According to figures from Leicester City Council, there are close to 1,500 textile factories in the city. Many are housed in legacy buildings that are now in need of repair. It is alleged that workers in these places are paid under the statutory minimum wage – with some earning as little as £2 an hour.
Meanwhile people in the local community are concerned that not enough is being done to deal with the issue.
The Modern Slavery Act 2015 makes provision for ‘collaborative partnerships and multi-disciplinary and multi-agency working.’ These are described as ‘fundamental to ensure that victims are identified, protected and safeguarded.’ However local figures, such as deputy city mayor Adam Clarke, believe there are too many organisations with enforcement responsibilities. Mr Clarke argues that a single enforcement body should be set up as soon as possible.
The Workers Union says
Workers Union chief spokesman was adamant that the buck stops with the government.

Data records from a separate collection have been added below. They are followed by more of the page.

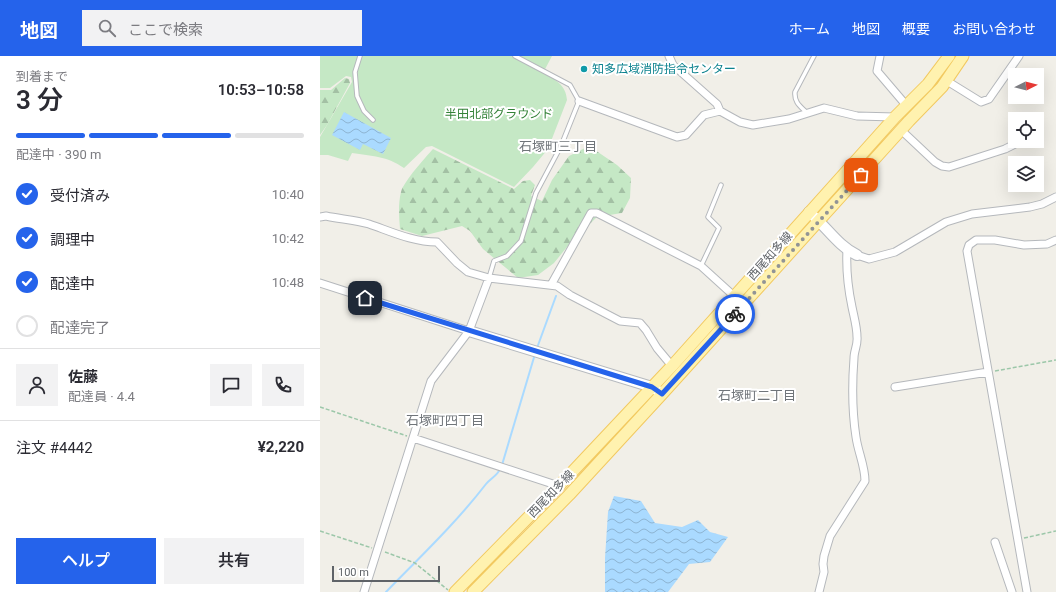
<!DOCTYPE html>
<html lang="ja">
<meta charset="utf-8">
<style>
body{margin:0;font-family:Roboto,"Noto Sans JP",sans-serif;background:#f2f2f3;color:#2b2b33;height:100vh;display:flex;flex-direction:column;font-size:15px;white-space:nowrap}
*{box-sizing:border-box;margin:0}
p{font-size:13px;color:#7c7c81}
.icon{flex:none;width:22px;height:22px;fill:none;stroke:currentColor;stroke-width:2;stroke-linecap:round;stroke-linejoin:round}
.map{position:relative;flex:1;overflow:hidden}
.panel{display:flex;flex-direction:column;background:#fff;width:320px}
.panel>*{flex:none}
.needle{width:26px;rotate:84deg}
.controls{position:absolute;left:688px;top:12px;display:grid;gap:8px}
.controls a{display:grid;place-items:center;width:36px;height:36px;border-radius:0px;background:#fff;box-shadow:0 4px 16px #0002;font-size:20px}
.scale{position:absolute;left:12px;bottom:10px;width:108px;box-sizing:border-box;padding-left:4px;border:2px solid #5f6368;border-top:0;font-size:11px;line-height:14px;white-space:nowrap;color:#5f6368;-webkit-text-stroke:3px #fff;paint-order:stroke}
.pin{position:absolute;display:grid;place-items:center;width:34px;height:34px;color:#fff;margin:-17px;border-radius:8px;box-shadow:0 2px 6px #0006}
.courier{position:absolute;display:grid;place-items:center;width:40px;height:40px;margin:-20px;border:3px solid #2563eb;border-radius:50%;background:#fff;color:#222;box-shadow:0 1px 5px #0007}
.headline em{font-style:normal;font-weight:600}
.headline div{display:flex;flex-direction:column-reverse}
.headline{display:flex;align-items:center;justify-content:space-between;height:68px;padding:0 16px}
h1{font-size:26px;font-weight:600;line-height:30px}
.bar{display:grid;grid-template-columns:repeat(4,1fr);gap:6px 4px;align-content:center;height:48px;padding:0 16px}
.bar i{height:5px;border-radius:3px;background:#e1e1e2}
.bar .on{background:#2563eb}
.bar p{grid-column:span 4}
.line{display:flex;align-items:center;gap:10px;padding:0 16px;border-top:1px solid #e1e1e2}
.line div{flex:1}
.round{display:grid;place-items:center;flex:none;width:42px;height:42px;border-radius:0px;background:#f2f2f3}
ol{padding:0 16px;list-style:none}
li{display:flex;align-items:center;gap:12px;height:44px}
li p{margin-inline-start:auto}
li .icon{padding:4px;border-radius:50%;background:#2563eb;color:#fff;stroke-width:4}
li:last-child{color:#7c7c81}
li i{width:22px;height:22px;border:2px solid #e1e1e2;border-radius:50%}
.primary-button{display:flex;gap:8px;margin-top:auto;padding:8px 16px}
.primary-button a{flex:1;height:46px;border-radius:0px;background:#2563eb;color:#fff;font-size:16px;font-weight:600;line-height:46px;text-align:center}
.primary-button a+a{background:#f2f2f3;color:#2b2b33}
header{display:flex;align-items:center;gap:24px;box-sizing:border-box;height:56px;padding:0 20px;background:#2563eb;color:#fff}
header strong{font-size:19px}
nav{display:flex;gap:22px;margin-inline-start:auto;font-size:14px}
.search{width:280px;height:36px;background:#f2f2f3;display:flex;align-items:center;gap:10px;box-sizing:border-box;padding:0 14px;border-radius:0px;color:#7c7c81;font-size:15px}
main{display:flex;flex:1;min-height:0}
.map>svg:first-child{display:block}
.green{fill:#c5e8c5}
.forest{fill:url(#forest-firs)}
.water{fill:url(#water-waves)}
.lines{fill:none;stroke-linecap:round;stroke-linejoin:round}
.stream{stroke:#aadaff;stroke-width:2}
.lane-casing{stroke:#b5b8bc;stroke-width:5.5}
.street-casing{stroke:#b5b8bc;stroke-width:9}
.secondary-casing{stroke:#b6babf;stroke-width:12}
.primary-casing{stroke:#f2c960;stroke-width:13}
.path{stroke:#9cc7a9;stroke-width:1.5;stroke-dasharray:4 2;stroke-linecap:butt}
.lane{stroke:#fff;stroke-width:3.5}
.street{stroke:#fff;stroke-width:7}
.secondary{stroke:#fff;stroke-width:10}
.primary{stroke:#fff2af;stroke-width:11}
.done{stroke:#929495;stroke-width:4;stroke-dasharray:0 7.2}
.route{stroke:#2563eb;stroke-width:5}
.culture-dot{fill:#0f9aa8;stroke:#fff;stroke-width:1.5}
.labels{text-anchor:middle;stroke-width:4;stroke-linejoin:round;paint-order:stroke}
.culture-label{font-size:12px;fill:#0d838f;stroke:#fff;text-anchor:start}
.park-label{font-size:12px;fill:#348238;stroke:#fff}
.street-label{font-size:12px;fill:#5f6368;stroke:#fff}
.neighbourhood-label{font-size:13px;fill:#70757a;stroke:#fff}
</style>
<header>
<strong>地図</strong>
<div class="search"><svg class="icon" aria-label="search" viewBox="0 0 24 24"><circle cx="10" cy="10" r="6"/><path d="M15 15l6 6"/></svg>ここで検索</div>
<nav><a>ホーム</a><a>地図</a><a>概要</a><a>お問い合わせ</a></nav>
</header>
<main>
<section class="panel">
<div class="headline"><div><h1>3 分</h1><p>到着まで</p></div><em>10:53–10:58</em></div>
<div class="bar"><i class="on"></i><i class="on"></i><i class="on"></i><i></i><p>配達中 · 390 m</p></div>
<ol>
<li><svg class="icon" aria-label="check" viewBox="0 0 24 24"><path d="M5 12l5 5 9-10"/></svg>受付済み<p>10:40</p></li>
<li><svg class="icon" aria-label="check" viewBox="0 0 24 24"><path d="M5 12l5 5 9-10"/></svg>調理中<p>10:42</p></li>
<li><svg class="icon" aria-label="check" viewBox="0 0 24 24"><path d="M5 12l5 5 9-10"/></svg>配達中<p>10:48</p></li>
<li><i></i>配達完了</li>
</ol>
<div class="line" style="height:72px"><a class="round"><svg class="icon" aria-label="person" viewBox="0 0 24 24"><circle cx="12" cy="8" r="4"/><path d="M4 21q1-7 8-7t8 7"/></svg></a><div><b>佐藤</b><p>配達員 · 4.4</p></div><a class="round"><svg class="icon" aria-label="chat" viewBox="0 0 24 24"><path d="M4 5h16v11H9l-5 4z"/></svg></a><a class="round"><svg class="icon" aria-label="phone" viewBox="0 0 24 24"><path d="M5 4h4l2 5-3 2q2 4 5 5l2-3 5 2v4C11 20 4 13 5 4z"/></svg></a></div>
<div class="line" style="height:52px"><div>注文 #4442</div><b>¥2,220</b></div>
<div class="primary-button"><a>ヘルプ</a><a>共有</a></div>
</section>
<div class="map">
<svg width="736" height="536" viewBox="0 0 736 536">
<defs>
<pattern id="forest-firs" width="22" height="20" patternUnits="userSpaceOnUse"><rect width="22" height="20" fill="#c5e8c5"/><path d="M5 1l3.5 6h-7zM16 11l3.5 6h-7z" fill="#a3c0a4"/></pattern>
<pattern id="water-waves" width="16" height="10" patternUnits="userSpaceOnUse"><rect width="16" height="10" fill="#aadaff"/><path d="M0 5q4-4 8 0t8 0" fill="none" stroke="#8eb4d2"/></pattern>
</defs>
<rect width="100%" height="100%" fill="#f1efe8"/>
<path class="green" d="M0,0h232l-9,17c13,7 23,12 24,27l-19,49 -15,18 -19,20 -82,-41 -6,1 -22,21c-17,-12 -32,-12 -52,-15l-4,8 -20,-6h-8v-18l32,-55 -1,-5 -5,-1 -16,12h-10z"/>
<path class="forest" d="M25,22l4,1 1,4 -23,42 -7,10v-45h11z
M269,90l28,19 14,13 -1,20 -8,15 -25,4 -26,25 -17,21 -16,12 -20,3 -35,-29 -13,-18 -8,-5 -40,10 -22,-7c-1,-12 -2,-25 1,-37 3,-11 24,-34 32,-43l81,40 9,-8 7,-1 5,5 -4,11 11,5 10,-21 17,-24z"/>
<path class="water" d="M24,56l47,26 -8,16 -20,-10 -3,6 -28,-15z
M294,440l27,5 14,22 27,4 16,-7 12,12 18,5 -18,25 -21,2 -21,28h-63v-34l3,-46z"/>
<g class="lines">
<path class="stream" d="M217,292l19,-52
M182,409l33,-111
M66,536c34,-35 70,-69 100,-108 4,-5 12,-9 14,-15"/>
<defs>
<path id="lane" d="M40,0l-5,16 2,24 7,15 9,9
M487,57c-7,-7 -13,-11 -12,-21l19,-36
M381,210l18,-38 -11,-11 13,-32
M169,222l5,-17 13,-5 14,-15 15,-48 25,-47 18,-45 -9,-16 -55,-29"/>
<path id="street" d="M349,0l4,9 44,39 3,7 20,11 13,3 36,-6 35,-11 33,8 38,1
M560,0l-3,15 29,34
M627,25l34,21 8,-3 30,-43
M259,45l98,36 9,-2 18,-20 16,-4
M581,74l34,32 7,4 7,1 56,-18 16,-8
M0,161l6,-1c14,3 29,4 43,8 23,8 44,18 68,18l20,21 11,9 21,6 68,8 13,9 50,26 20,2 6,7 11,18 15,18
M537,199l12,4 26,-7 51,-30 26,-8 58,-7 12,-3 14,-7
M0,227l149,48
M231,229l40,-72h6l104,53 33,30
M575,331l93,-15
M93,382l146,48
M675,486l17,50
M44,536l67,-211 38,-50 20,-53
M499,536l5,-20 -1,-8 1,-8 6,-20 35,-55c0,-15 -7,-29 -9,-44 -4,-26 -4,-53 -2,-79 0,-7 4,-14 3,-21 0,-10 -3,-20 -5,-30 -4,-19 -6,-38 -5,-57
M707,536l-60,-341 2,-6 7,-5h19l29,5 23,-1 9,-4"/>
<path id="secondary" d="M489,156c17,14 29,34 48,43
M149,275l183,56 6,4"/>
<path id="primary" d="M135,536l104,-106 113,-120 223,-249 33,-33 21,-28
M153,536l96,-97 93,-101 247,-273 33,-34 21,-31"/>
</defs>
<use href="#lane" class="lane-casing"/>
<use href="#street" class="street-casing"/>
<use href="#secondary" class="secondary-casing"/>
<use href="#primary" class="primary-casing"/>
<path class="path" d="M675,315l61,-11
M0,351l87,29
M0,475l52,17
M704,482l32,-7
M65,496l30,11 33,27"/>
<use href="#lane" class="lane"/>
<use href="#street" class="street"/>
<use href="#secondary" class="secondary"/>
<use href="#primary" class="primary"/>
</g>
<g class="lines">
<path class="done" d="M415,258l126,-139"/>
<path class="route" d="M45,242l287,89 10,7 73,-80"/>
</g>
<circle class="culture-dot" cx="264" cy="13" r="4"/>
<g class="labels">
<g class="culture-label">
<text x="272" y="17">知多広域消防指令センター</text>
</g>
<g class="park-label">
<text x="179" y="62">半田北部グラウンド</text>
</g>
<g class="street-label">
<text transform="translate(450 200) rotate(-48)" y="4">西尾知多線</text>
<text transform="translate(231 438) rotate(-46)" y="4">西尾知多線</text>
</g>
<g class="neighbourhood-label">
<text x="238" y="95">石塚町三丁目</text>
<text x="437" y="344">石塚町二丁目</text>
<text x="125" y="369">石塚町四丁目</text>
</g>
</g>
</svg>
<div class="controls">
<a><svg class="needle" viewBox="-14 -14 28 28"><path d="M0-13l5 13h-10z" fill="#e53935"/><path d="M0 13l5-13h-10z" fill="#7c7c81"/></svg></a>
<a><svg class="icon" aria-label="locate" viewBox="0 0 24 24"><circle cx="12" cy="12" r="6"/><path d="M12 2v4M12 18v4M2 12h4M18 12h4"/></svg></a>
<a><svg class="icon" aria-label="layers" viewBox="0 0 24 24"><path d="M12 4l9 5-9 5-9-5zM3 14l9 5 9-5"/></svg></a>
</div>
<div class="scale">100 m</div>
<div class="pin" style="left:541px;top:119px;background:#ea580c"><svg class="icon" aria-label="bag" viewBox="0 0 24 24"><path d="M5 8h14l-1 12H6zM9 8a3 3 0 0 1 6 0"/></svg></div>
<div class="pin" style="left:45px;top:242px;background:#1f2937"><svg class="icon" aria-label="home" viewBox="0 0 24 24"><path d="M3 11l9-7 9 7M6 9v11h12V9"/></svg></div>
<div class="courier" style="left:415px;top:258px"><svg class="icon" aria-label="bike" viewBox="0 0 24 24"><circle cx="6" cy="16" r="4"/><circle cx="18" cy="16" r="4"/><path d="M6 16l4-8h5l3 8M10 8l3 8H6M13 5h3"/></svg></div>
</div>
</main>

‘The systematic abuse and exploitation of the most vulnerable in our society shames us as a nation. We cannot call ourselves a modern, progressive country when people are working in intolerable conditions. The Leicester allegations may or may not prove to be true, but our own research suggests this is a widespread problem.
‘The government needs to get a firm grip on this issue. They could start by improving the regulatory powers and oversight of responsible bodies. They should also ensure that the appropriate organisations can move quickly to deal with suspected abuse.’
Mr Morgan went on to condemn business owners who make a fast buck out of the misery of others.
‘This is the dark, hidden face of uncontrolled capitalism. In this model, human beings simply become a disposable extension of consumer desires. And company chiefs don’t care as long as the orders keep coming and the workers put up and shut up.
‘We’re calling this out as utterly unacceptable. Let’s move to stop this practice now and end the sustained attack on the living standards and prospects of working people.’